Generating a GIF in two steps – generating the palette and then applying it – is not elegant. Besides, it leaves behind a PNG file that is useless for anything else.

Thanks to the lavfi virtual device, you can do everything in one go (Listing 2), which has the advantage of making you look like a veritable FFmpeg wizard, without generating any PNG cruft to boot.

Listing 2

One-Step GIF Generation

 

At this stage, it should be clear what is going on, but for the sake of clarity:

  • The clip_gray.mp4 file is the grayscale and scaled-down video you want to convert.
  • The lavfi filter options in quotation marks generate the palette image and pipe it through [out] to the …
  • -filter_complex chain of filters.

Apart from using the palette you created with the lavfi virtual device, you reduce the frame rate to 10 frames per second and push the resulting frames out to clip_gray.gif.

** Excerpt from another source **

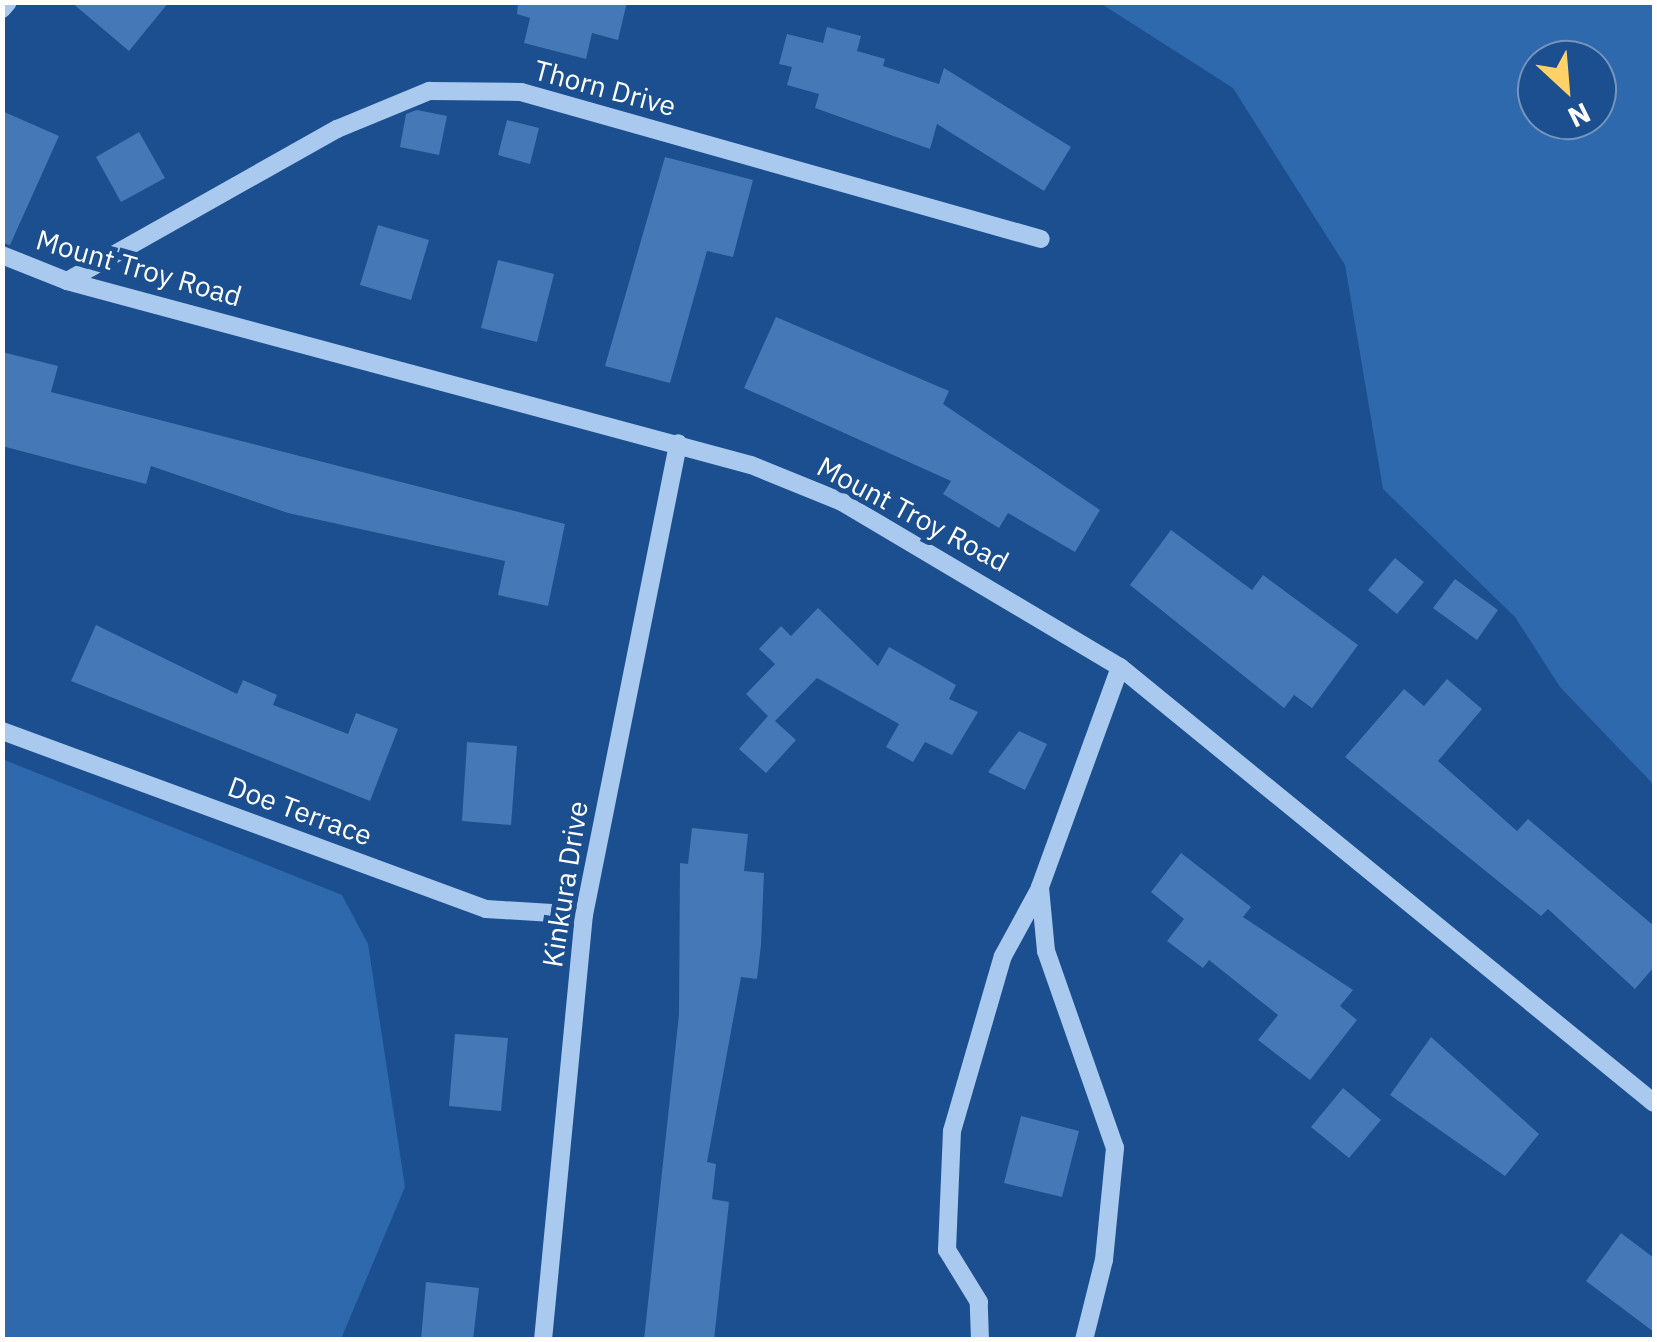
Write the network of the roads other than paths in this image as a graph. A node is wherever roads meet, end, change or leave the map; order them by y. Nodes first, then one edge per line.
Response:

The resulting GIF image is smooth, acceptably lightweight, and created in seconds.

Conclusion

Not surprisingly, FFmpeg is the back end for so many video editing applications: The number of things you can do with it is astounding. Although it is true that some of the command lines you have to generate can be eye-wateringly complex, it is often worth working directly with FFmpeg, because it gives you that extra control on the final result. Apart from lavfi, you can learn more about FFmpeg devices by taking a look at the "More Devices" box.

More Devices

Apart from lavfi, a few other FFmpeg devices are worth investigating, especially if you want a raw, but very reliable way of grabbing streams from your camera or desktop:

(1) video4linux2, or v4l2 [4] for short (you can use either), captures streams from your webcam. To work out what devices you have on which to capture streams, run ls /dev/video*. My laptop has, apart from its built-in webcam, an external webcam with its own microphone, so I see:

> ls /dev/video*
/dev/video0 /dev/video1

If you run ffplay -f v4l2 -i /dev/video1, a window pops up showing the feed from the external webcam.

(2) On a related note, alsa [5] and pulse [6] capture audio. To know which device to capture audio from, if you want to use alsa, enter arecord -l. Again, on my laptop, apart from the built-in microphone, I have the microphone attached to the external webcam and a microphone input on an external USB sound card, so I see:

> arecord -l
**** List of CAPTURE Hardware Devices ****
card 0: PCH [HDA Intel PCH], device 0: ALC3241 Analog [ALC3241 Analog] Subdevices: 1/1
 Subdevice #0: subdevice #0
card 1: Device [USB Sound Device], device 0: USB Audio [USB Audio] Subdevices: 1/1
 Subdevice #0: subdevice #0
card 2: H2300 [HP Webcam HD 2300], device 0: USB Audio [USB Audio] Subdevices: 1/1
 Subdevice #0: subdevice #0

If I want to record from the microphone on the webcam, I can see it is card 2 (HP Webcam HD 2300) connected to device 0. This means ffmpeg -f alsa -i hw:2,0 voice.mp3 records to a file called voice.mp3.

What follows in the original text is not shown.